* ABOUT THIS TASK *
From the records below, take each line where the string "Valley" shows up and copy it.

Saved entries:

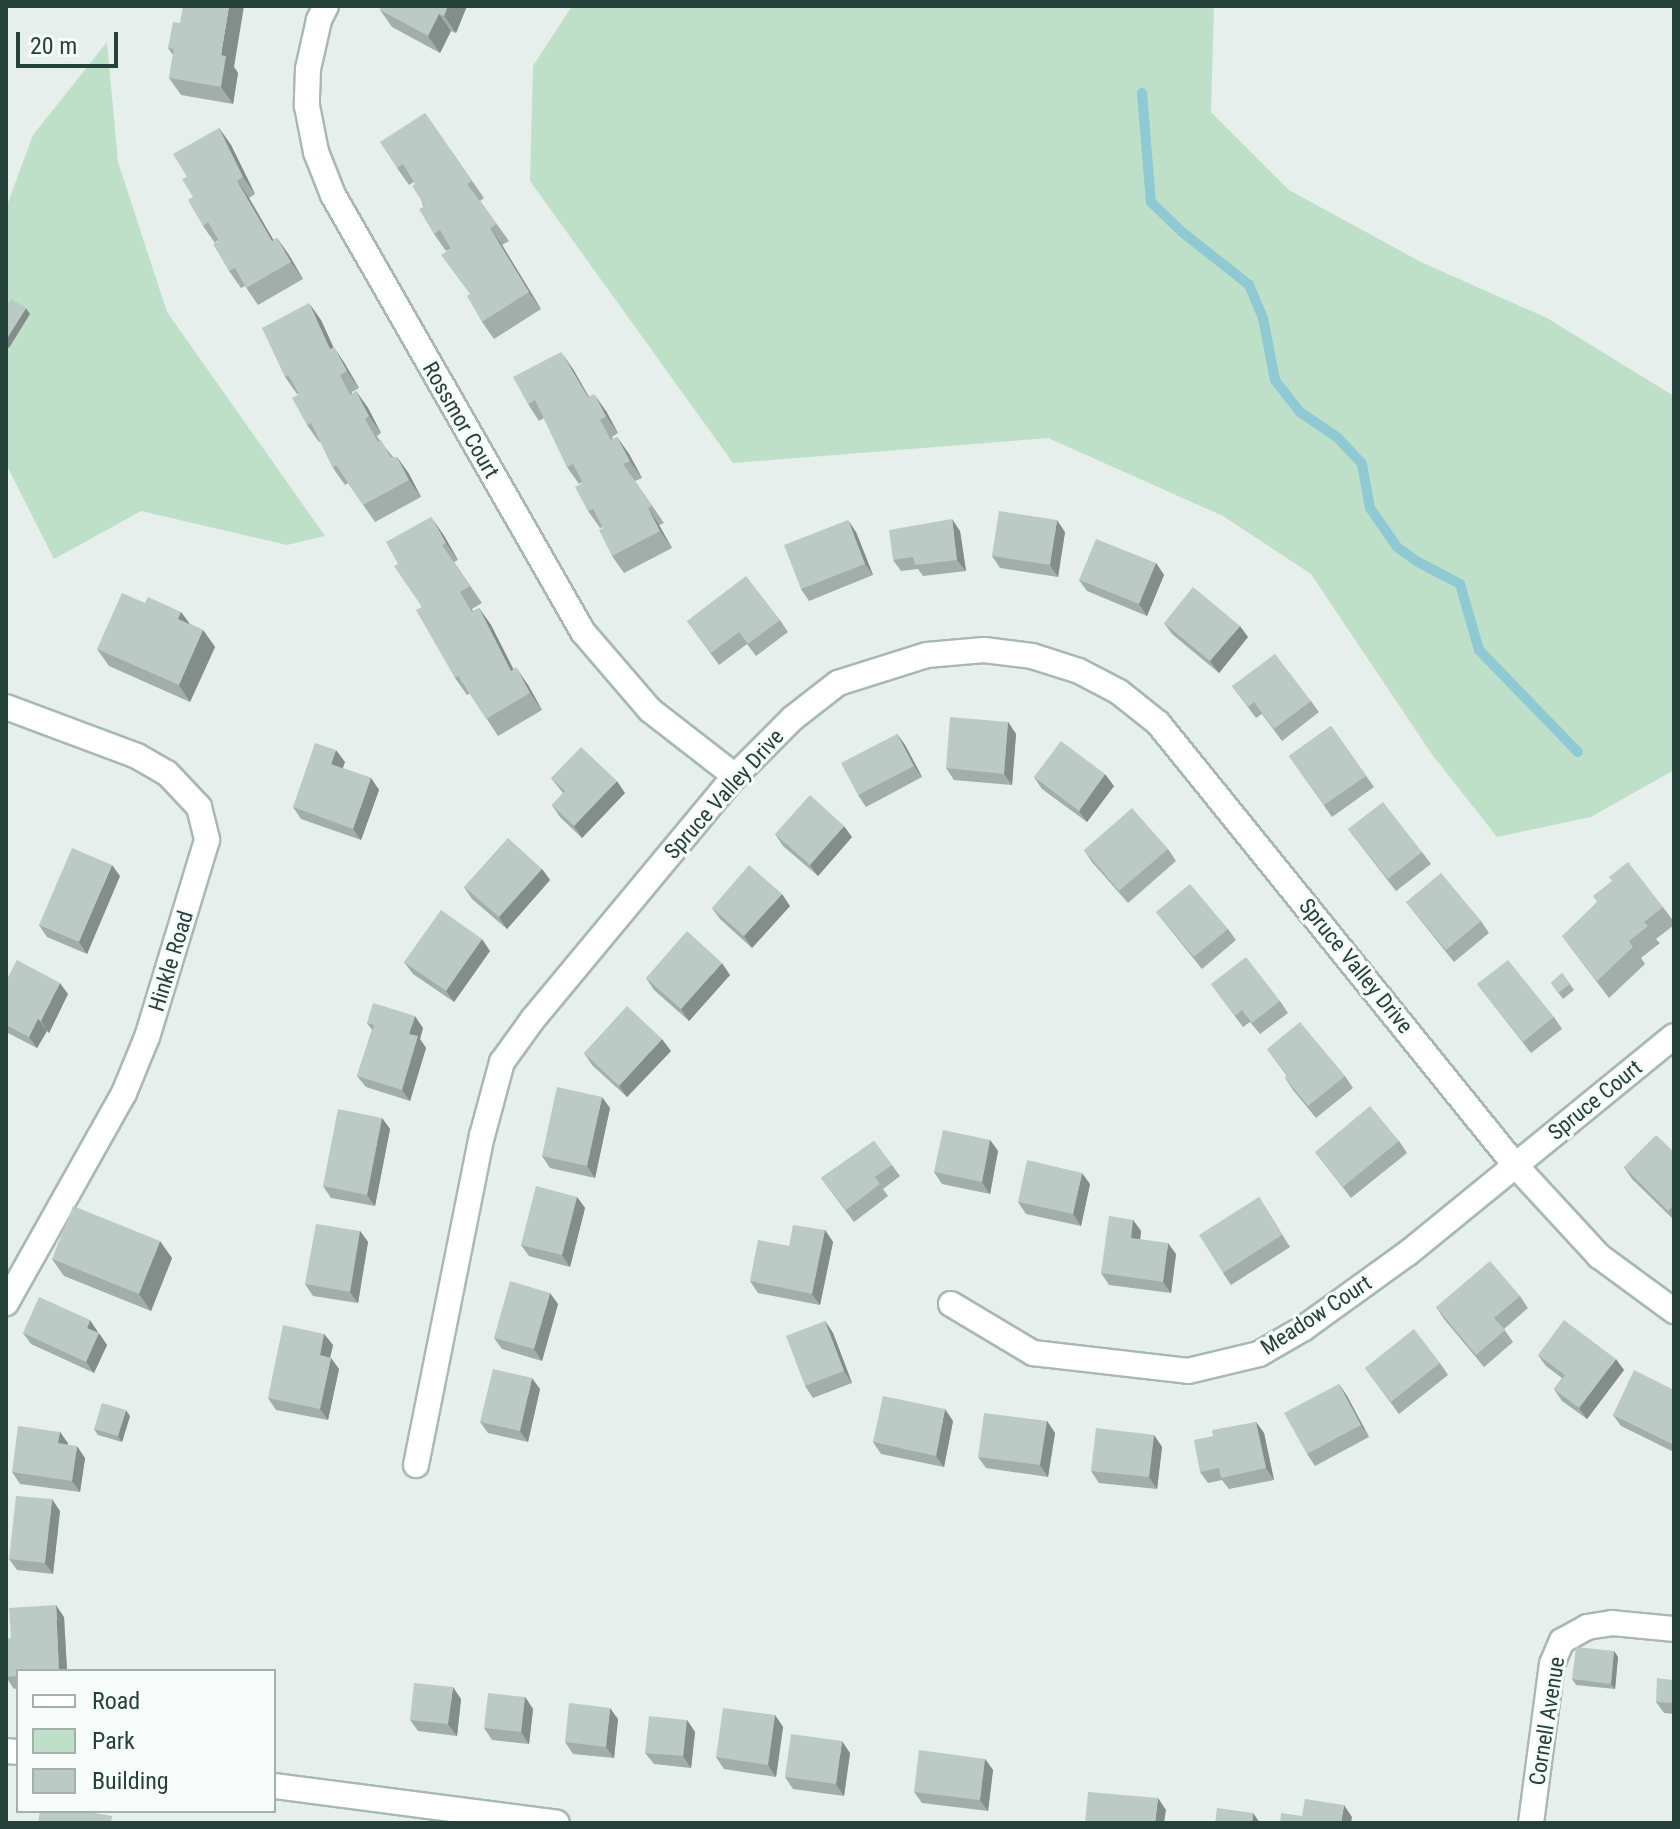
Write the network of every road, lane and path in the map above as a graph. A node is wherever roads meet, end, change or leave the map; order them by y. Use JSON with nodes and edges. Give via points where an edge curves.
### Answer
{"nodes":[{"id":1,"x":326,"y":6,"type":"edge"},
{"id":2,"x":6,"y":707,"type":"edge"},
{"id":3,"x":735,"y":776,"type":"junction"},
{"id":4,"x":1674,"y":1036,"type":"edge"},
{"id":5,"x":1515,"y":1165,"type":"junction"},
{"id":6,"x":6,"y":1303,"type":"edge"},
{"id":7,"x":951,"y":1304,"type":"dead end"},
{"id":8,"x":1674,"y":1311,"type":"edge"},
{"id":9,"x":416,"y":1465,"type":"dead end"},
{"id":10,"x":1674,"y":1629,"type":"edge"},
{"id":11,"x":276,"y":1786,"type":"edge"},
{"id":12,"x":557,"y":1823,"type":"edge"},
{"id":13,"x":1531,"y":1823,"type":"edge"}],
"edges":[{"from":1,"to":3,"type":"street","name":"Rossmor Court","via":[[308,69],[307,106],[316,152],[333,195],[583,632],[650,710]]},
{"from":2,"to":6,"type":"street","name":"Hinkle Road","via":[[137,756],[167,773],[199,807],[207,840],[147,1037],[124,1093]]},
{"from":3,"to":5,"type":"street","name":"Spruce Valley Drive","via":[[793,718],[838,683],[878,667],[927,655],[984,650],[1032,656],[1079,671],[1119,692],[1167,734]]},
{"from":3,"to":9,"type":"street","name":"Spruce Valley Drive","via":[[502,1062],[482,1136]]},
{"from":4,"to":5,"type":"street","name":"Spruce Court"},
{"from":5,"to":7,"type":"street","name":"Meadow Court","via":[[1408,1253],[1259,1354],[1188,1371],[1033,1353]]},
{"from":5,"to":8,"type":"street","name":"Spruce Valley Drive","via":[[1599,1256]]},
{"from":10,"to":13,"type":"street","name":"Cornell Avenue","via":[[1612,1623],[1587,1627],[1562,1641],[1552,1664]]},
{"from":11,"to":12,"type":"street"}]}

* ANSWER BELOW *
{"from":3,"to":5,"type":"street","name":"Spruce Valley Drive","via":[[793,718],[838,683],[878,667],[927,655],[984,650],[1032,656],[1079,671],[1119,692],[1167,734]]},
{"from":3,"to":9,"type":"street","name":"Spruce Valley Drive","via":[[502,1062],[482,1136]]},
{"from":5,"to":8,"type":"street","name":"Spruce Valley Drive","via":[[1599,1256]]},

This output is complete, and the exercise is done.